### Saved data entries
--------------------
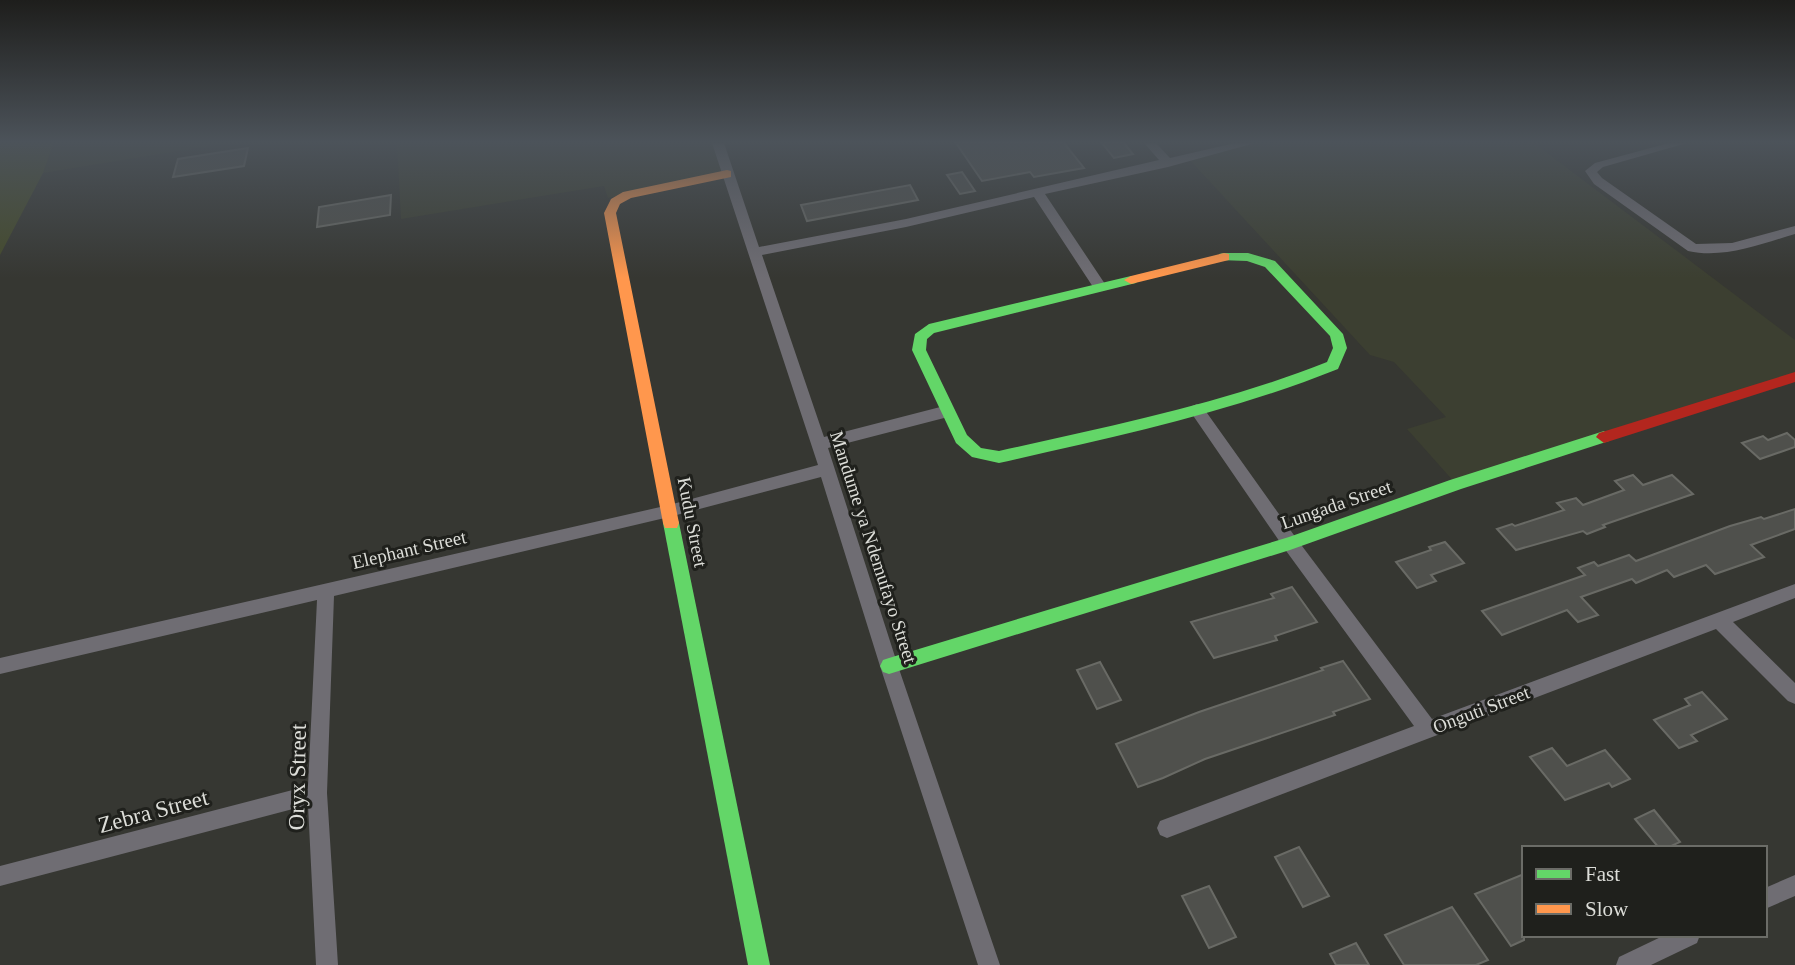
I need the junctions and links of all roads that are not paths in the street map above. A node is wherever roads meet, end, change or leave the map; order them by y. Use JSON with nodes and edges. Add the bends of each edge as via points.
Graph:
{"nodes":[{"id":1,"x":660,"y":188,"type":"edge"},
{"id":2,"x":732,"y":188,"type":"edge"},
{"id":3,"x":1055,"y":188,"type":"edge"},
{"id":4,"x":1608,"y":188,"type":"edge"},
{"id":5,"x":1037,"y":192,"type":"junction"},
{"id":6,"x":1795,"y":230,"type":"edge"},
{"id":7,"x":755,"y":252,"type":"junction"},
{"id":8,"x":1100,"y":287,"type":"junction"},
{"id":9,"x":1795,"y":377,"type":"edge"},
{"id":10,"x":1197,"y":410,"type":"junction"},
{"id":11,"x":948,"y":411,"type":"junction"},
{"id":12,"x":819,"y":444,"type":"junction"},
{"id":13,"x":827,"y":469,"type":"junction"},
{"id":14,"x":669,"y":511,"type":"junction"},
{"id":15,"x":1290,"y":543,"type":"junction"},
{"id":16,"x":326,"y":589,"type":"junction"},
{"id":17,"x":1795,"y":591,"type":"edge"},
{"id":18,"x":1719,"y":620,"type":"junction"},
{"id":19,"x":0,"y":666,"type":"edge"},
{"id":20,"x":889,"y":666,"type":"junction"},
{"id":21,"x":1795,"y":695,"type":"edge"},
{"id":22,"x":1428,"y":729,"type":"junction"},
{"id":23,"x":317,"y":793,"type":"junction"},
{"id":24,"x":1167,"y":828,"type":"dead end"},
{"id":25,"x":0,"y":876,"type":"edge"},
{"id":26,"x":1795,"y":885,"type":"edge"},
{"id":27,"x":1767,"y":898,"type":"edge"},
{"id":28,"x":1685,"y":937,"type":"edge"},
{"id":29,"x":327,"y":965,"type":"edge"},
{"id":30,"x":759,"y":965,"type":"edge"},
{"id":31,"x":989,"y":965,"type":"edge"},
{"id":32,"x":1627,"y":965,"type":"edge"}],
"edges":[{"from":1,"to":14,"type":"street","name":"Kudu Street","via":[[627,195],[615,202],[610,213]]},
{"from":2,"to":7,"type":"street","name":"Mandume ya Ndemufayo Street"},
{"from":3,"to":5,"type":"street"},
{"from":4,"to":6,"type":"street","via":[[1693,248],[1730,248]]},
{"from":5,"to":7,"type":"street"},
{"from":5,"to":8,"type":"street"},
{"from":7,"to":12,"type":"street","name":"Mandume ya Ndemufayo Street"},
{"from":8,"to":10,"type":"street","via":[[1224,257],[1248,257],[1270,264],[1336,334],[1340,348],[1333,365]]},
{"from":8,"to":11,"type":"street","via":[[929,329],[920,337],[919,350]]},
{"from":9,"to":15,"type":"street","name":"Lungada Street","via":[[1456,484]]},
{"from":10,"to":11,"type":"street","via":[[999,457],[977,453],[961,439]]},
{"from":10,"to":15,"type":"street"},
{"from":11,"to":12,"type":"street"},
{"from":12,"to":13,"type":"street","name":"Mandume ya Ndemufayo Street"},
{"from":13,"to":14,"type":"street","name":"Elephant Street"},
{"from":13,"to":20,"type":"street","name":"Mandume ya Ndemufayo Street"},
{"from":14,"to":16,"type":"street","name":"Elephant Street"},
{"from":14,"to":30,"type":"street","name":"Kudu Street"},
{"from":15,"to":20,"type":"street","name":"Lungada Street"},
{"from":15,"to":22,"type":"street"},
{"from":16,"to":19,"type":"street","name":"Elephant Street"},
{"from":16,"to":23,"type":"street","name":"Oryx Street"},
{"from":17,"to":18,"type":"street","name":"Onguti Street"},
{"from":18,"to":21,"type":"street"},
{"from":18,"to":22,"type":"street","name":"Onguti Street"},
{"from":20,"to":31,"type":"street","name":"Mandume ya Ndemufayo Street"},
{"from":22,"to":24,"type":"street","name":"Onguti Street"},
{"from":23,"to":25,"type":"street","name":"Zebra Street"},
{"from":23,"to":29,"type":"street","name":"Oryx Street"},
{"from":26,"to":27,"type":"street"},
{"from":28,"to":32,"type":"street"}]}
--------------------
### What is being asked
Tally the lines above that hold "nodes" and write the result as a lone number.

### Exercise solution
2